YOUR ASSIGNMENT: Scan the records for "Lindweg" and copy each line that contains it.

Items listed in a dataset
###

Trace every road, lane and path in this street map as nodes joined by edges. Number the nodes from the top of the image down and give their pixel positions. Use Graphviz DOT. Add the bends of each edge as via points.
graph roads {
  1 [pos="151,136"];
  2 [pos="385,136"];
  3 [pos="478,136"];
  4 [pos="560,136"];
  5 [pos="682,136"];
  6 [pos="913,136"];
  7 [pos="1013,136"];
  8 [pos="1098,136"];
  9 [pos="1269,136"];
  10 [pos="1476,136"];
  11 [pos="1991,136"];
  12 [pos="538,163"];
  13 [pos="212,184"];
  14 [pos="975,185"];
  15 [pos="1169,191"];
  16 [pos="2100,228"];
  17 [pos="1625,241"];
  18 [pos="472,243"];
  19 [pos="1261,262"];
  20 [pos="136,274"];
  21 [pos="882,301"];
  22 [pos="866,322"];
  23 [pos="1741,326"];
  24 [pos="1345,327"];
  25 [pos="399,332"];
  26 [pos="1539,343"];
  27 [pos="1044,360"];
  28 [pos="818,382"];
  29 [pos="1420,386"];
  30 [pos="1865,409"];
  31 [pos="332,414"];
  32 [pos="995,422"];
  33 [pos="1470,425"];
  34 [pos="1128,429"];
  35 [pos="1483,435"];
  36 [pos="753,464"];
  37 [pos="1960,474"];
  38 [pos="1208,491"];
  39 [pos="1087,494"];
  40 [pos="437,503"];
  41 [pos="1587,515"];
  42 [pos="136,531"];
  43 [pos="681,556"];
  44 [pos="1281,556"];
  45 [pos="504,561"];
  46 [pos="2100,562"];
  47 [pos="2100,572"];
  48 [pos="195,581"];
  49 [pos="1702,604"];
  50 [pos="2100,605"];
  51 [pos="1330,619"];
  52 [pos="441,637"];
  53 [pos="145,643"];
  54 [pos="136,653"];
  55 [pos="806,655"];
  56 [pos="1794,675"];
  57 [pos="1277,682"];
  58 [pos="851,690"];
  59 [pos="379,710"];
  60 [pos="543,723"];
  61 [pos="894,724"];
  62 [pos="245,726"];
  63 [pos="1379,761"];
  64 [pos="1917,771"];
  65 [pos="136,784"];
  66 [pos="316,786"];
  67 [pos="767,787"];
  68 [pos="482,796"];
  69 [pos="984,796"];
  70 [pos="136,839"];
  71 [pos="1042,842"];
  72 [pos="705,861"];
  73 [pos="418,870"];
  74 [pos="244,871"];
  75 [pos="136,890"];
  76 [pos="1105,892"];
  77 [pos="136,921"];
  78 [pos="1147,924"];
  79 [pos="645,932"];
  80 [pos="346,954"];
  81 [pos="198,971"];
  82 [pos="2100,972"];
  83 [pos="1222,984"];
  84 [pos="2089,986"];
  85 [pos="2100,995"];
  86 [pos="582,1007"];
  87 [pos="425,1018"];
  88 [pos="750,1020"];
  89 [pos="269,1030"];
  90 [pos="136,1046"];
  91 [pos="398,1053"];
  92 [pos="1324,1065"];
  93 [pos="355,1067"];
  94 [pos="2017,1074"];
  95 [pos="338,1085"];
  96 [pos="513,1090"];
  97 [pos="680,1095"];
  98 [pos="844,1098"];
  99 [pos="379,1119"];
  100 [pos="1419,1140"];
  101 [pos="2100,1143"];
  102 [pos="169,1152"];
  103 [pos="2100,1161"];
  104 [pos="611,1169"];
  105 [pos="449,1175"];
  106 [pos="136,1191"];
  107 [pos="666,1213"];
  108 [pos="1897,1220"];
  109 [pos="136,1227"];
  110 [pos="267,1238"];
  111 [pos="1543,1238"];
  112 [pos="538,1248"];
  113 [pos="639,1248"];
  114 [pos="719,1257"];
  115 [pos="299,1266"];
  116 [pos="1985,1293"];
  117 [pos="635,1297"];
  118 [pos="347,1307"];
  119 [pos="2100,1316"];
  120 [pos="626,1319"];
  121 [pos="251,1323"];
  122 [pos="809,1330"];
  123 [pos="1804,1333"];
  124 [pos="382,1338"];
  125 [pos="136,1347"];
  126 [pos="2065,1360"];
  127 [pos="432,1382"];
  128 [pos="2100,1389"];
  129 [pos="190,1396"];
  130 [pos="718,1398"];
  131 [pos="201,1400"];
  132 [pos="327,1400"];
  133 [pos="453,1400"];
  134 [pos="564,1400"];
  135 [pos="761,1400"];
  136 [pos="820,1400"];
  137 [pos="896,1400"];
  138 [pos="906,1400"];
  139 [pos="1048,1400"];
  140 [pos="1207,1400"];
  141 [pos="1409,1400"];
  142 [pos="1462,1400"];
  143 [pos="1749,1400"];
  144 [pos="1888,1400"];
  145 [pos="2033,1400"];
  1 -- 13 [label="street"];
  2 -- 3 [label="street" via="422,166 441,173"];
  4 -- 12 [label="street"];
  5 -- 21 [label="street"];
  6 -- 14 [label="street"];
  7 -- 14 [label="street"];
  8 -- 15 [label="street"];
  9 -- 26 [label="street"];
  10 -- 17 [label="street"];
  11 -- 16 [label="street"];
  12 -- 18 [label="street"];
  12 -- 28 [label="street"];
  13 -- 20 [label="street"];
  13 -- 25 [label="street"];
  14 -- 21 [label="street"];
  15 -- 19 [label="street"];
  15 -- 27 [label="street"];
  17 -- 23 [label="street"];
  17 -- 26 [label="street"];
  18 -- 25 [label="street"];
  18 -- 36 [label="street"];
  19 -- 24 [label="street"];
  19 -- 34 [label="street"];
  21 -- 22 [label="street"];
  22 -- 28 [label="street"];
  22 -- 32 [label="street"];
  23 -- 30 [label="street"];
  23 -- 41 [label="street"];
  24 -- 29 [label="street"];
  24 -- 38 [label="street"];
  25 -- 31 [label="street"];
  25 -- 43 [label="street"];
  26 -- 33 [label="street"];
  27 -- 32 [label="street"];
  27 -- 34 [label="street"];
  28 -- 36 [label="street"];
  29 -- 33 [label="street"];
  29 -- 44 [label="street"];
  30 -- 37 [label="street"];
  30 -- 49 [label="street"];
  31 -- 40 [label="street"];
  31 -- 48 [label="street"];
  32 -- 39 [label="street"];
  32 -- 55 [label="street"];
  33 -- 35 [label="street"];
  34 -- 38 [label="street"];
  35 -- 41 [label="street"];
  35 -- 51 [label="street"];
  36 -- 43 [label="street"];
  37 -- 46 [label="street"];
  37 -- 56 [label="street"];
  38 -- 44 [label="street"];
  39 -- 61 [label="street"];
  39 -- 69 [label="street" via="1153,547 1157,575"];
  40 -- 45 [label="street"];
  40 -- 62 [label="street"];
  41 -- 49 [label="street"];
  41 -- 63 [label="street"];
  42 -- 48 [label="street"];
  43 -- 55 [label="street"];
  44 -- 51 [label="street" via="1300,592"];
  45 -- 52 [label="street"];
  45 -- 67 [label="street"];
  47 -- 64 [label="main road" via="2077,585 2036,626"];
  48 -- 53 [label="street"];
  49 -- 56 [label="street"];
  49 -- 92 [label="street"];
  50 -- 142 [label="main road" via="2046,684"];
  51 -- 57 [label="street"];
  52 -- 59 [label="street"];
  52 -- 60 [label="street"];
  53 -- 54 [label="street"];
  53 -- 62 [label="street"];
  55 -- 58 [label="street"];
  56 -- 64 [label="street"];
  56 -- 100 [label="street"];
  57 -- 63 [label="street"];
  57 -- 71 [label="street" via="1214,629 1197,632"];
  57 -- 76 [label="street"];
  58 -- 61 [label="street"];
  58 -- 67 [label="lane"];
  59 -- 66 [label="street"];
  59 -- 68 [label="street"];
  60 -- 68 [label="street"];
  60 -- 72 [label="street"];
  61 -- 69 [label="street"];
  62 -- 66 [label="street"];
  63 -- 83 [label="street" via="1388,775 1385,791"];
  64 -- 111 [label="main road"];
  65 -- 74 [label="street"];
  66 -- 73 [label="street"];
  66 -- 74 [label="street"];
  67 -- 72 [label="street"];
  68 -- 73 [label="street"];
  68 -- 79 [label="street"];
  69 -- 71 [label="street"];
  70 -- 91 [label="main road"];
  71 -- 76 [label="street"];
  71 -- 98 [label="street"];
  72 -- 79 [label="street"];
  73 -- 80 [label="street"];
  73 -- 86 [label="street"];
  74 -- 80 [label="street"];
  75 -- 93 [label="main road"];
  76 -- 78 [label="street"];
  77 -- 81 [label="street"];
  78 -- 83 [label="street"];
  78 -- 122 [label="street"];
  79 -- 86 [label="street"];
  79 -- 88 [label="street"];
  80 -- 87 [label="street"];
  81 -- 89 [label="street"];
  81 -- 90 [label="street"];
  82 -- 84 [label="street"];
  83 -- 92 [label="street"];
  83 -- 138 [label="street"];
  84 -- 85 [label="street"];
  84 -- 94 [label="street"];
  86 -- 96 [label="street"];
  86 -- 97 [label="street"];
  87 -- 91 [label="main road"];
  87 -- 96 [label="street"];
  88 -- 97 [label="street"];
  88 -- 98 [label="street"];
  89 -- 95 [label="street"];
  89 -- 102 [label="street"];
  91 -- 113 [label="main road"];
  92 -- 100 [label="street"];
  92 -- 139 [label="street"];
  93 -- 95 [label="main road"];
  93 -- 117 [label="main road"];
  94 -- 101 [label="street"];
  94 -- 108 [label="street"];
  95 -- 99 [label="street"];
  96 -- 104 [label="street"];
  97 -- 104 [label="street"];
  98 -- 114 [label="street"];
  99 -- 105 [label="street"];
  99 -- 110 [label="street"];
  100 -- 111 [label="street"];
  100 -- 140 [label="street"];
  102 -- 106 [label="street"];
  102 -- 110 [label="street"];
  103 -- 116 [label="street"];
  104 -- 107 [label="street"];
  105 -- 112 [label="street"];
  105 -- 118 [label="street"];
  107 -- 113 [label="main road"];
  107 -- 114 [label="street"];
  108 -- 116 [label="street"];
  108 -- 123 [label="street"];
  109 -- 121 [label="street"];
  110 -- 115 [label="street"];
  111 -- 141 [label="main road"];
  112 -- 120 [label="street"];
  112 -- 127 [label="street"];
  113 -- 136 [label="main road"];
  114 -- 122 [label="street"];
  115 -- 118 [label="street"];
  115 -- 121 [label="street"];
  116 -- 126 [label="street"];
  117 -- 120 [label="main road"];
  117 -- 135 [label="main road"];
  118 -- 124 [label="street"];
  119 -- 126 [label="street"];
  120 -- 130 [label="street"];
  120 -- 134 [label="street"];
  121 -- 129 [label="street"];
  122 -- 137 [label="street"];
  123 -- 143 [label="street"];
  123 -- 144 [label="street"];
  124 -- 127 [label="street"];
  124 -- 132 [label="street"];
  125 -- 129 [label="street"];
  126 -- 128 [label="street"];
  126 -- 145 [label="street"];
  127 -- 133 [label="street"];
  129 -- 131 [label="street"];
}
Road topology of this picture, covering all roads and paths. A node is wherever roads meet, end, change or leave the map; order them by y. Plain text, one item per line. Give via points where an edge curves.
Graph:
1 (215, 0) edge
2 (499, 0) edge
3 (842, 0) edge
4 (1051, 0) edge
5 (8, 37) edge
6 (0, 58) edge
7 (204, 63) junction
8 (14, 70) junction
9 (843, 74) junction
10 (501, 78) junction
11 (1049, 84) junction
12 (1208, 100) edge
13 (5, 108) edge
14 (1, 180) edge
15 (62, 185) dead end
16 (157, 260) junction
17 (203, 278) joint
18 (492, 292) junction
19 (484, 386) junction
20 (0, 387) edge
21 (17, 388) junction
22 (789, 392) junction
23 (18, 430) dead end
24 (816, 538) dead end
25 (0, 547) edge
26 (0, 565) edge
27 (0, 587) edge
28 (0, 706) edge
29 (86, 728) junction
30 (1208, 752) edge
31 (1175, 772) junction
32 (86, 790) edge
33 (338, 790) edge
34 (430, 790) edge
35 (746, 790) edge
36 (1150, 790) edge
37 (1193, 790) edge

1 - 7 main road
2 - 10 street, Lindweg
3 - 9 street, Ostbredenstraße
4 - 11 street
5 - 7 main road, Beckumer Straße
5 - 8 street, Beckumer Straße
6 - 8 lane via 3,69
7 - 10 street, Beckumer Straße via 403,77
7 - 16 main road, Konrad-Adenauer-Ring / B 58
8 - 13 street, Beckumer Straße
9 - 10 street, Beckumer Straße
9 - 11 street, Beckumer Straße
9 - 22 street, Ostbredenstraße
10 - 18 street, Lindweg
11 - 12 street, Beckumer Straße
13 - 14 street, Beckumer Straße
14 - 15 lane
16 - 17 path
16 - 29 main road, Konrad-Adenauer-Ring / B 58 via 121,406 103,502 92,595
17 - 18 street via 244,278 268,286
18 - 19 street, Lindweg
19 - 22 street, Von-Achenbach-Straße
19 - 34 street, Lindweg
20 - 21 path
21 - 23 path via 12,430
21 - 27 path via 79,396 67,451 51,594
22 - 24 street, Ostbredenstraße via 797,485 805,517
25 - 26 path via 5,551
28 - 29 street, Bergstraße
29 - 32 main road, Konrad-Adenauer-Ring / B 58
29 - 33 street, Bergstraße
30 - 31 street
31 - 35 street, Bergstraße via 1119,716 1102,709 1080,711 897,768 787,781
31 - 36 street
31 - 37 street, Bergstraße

###

OUTPUT FOR THIS TASK:
2 - 10 street, Lindweg
10 - 18 street, Lindweg
18 - 19 street, Lindweg
19 - 34 street, Lindweg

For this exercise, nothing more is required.